**Exercise data:**
::::
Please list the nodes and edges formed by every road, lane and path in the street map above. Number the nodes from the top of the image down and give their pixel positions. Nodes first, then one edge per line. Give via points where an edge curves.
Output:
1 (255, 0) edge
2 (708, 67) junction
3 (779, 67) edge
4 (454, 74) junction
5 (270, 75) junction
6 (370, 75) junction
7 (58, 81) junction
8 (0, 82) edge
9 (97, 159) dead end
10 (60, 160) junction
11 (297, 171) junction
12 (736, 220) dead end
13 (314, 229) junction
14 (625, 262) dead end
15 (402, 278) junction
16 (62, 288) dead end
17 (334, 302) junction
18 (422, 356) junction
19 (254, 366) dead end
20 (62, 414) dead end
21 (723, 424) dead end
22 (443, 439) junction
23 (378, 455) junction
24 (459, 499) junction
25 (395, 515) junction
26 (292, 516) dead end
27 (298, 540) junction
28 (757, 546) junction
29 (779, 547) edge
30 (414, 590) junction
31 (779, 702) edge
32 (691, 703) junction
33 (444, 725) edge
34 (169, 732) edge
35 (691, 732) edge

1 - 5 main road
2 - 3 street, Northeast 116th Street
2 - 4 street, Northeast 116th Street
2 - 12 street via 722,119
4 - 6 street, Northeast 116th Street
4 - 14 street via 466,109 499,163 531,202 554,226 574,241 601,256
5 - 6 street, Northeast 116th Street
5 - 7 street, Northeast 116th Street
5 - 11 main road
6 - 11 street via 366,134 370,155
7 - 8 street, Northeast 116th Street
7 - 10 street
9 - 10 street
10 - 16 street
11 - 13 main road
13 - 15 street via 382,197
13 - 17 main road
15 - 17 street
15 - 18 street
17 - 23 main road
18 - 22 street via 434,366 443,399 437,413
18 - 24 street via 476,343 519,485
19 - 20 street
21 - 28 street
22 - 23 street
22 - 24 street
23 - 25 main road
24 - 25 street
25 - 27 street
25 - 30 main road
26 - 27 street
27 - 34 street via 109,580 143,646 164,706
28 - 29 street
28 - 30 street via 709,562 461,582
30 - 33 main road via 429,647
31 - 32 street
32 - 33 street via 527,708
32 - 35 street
::::
**About this exercise:** Your task is to quote all of the data word for word.

**Written response:**
Please list the nodes and edges formed by every road, lane and path in the street map above. Number the nodes from the top of the image down and give their pixel positions. Nodes first, then one edge per line. Give via points where an edge curves.
Output:
1 (255, 0) edge
2 (708, 67) junction
3 (779, 67) edge
4 (454, 74) junction
5 (270, 75) junction
6 (370, 75) junction
7 (58, 81) junction
8 (0, 82) edge
9 (97, 159) dead end
10 (60, 160) junction
11 (297, 171) junction
12 (736, 220) dead end
13 (314, 229) junction
14 (625, 262) dead end
15 (402, 278) junction
16 (62, 288) dead end
17 (334, 302) junction
18 (422, 356) junction
19 (254, 366) dead end
20 (62, 414) dead end
21 (723, 424) dead end
22 (443, 439) junction
23 (378, 455) junction
24 (459, 499) junction
25 (395, 515) junction
26 (292, 516) dead end
27 (298, 540) junction
28 (757, 546) junction
29 (779, 547) edge
30 (414, 590) junction
31 (779, 702) edge
32 (691, 703) junction
33 (444, 725) edge
34 (169, 732) edge
35 (691, 732) edge

1 - 5 main road
2 - 3 street, Northeast 116th Street
2 - 4 street, Northeast 116th Street
2 - 12 street via 722,119
4 - 6 street, Northeast 116th Street
4 - 14 street via 466,109 499,163 531,202 554,226 574,241 601,256
5 - 6 street, Northeast 116th Street
5 - 7 street, Northeast 116th Street
5 - 11 main road
6 - 11 street via 366,134 370,155
7 - 8 street, Northeast 116th Street
7 - 10 street
9 - 10 street
10 - 16 street
11 - 13 main road
13 - 15 street via 382,197
13 - 17 main road
15 - 17 street
15 - 18 street
17 - 23 main road
18 - 22 street via 434,366 443,399 437,413
18 - 24 street via 476,343 519,485
19 - 20 street
21 - 28 street
22 - 23 street
22 - 24 street
23 - 25 main road
24 - 25 street
25 - 27 street
25 - 30 main road
26 - 27 street
27 - 34 street via 109,580 143,646 164,706
28 - 29 street
28 - 30 street via 709,562 461,582
30 - 33 main road via 429,647
31 - 32 street
32 - 33 street via 527,708
32 - 35 street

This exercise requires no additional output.